明らかにお世辞とわかるような言葉を言われても、そのときの私にはそれは嬉しく響きました。

「お子さんもいらっしゃいましたよね」
「え、ええ・・・・・」
「全然そんな風に見えませんよ。めっちゃスタイルいいじゃないですか」
「そんな・・・・・・」

私は、自分の裸が彼らに見られているような気がして、急に鼓動を早めてしまいました。そんな私に、中山君は更に質問を投げかけてきます。

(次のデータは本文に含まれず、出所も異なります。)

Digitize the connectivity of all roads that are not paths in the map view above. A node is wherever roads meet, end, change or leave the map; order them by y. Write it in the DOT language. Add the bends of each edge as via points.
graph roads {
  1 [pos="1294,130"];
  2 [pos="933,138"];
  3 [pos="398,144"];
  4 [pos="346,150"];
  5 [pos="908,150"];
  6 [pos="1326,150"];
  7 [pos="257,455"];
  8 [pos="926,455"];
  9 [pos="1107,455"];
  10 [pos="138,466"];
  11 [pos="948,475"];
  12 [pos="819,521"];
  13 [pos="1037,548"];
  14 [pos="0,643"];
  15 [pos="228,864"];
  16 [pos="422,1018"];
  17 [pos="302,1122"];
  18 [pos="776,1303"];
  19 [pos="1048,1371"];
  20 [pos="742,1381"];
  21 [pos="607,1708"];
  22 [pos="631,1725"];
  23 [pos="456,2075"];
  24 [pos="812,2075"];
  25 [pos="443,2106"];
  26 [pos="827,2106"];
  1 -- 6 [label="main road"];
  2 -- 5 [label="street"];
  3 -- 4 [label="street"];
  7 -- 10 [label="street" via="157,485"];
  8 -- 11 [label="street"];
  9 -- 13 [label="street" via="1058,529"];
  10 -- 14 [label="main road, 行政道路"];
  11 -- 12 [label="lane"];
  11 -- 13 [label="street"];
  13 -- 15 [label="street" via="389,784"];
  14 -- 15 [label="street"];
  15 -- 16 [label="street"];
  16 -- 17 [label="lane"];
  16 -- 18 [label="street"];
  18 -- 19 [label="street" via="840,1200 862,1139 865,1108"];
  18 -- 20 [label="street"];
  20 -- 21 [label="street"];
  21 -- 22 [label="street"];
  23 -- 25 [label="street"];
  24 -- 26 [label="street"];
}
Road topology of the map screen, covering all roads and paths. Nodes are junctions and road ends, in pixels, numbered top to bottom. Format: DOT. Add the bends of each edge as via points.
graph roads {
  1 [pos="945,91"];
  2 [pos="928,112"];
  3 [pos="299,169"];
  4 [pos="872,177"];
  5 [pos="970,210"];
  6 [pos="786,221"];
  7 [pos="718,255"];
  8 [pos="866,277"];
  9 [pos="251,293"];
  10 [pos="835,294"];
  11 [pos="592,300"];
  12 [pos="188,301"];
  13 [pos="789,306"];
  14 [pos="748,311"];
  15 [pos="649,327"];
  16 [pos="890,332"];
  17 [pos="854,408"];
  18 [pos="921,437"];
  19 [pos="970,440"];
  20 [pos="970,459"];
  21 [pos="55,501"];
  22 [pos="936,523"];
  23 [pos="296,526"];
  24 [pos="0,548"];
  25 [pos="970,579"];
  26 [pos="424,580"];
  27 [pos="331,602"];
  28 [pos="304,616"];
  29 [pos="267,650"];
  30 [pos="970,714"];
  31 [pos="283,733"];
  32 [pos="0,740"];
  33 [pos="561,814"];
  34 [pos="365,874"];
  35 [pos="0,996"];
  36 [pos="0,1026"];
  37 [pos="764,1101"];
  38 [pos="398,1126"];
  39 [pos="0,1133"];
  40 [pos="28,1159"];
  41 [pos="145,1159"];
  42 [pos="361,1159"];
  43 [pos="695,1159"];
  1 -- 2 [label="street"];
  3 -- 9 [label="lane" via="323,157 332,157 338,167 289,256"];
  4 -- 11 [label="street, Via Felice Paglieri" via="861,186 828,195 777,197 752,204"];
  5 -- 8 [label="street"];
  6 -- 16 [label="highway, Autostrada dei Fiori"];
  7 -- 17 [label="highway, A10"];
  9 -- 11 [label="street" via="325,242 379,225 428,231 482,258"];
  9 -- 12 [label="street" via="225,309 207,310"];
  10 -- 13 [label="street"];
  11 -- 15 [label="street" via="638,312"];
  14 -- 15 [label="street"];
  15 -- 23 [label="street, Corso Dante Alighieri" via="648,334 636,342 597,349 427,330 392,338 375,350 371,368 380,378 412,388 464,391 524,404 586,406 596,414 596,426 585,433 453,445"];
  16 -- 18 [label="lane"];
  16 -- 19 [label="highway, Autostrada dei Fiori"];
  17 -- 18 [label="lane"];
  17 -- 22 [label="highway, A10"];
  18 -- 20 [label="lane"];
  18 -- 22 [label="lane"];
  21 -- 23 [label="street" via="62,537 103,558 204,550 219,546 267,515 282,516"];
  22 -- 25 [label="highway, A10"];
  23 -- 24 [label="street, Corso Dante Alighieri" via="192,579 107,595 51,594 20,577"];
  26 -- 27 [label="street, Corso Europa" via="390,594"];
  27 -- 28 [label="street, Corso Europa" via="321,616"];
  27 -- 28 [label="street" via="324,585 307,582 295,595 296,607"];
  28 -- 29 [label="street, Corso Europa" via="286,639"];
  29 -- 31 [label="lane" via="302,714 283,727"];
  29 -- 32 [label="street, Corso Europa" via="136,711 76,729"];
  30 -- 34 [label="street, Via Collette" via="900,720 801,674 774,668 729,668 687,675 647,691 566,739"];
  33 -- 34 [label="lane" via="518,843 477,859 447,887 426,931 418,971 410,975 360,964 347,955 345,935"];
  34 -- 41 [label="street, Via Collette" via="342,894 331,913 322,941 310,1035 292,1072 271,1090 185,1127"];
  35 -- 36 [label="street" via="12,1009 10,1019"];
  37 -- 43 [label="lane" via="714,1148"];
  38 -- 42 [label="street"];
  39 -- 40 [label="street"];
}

「ご主人はお部屋ですか? 男湯のほうには誰もいませんでしたけど」
「え、ええ・・・・、もう寝てるの・・・・・」
「そうなんですか。一緒に入ればいいじゃないですか」

彼のその言葉は、私に主人への怒りの混じった感情を思い出せるものでした。私はついはっきりとした口調で、答えてしまいました。

「ほんとよね、せっかくこんな露天風呂があるのに」
「まさか喧嘩したとか」
「まあ、ご想像にお任せします・・・・・」

観光地の露天風呂という環境のせいか、私たちは会ったばかりで、しかも互いにお風呂の中にいるというのに、リラックスした調子で、そんな風な会話を続けました。

彼ら二人は、本当に人が良さそうな印象で、そうやって私と会話をするだけで満足そうです。

それは、どこか私に物足りなさを感じさせるものでした。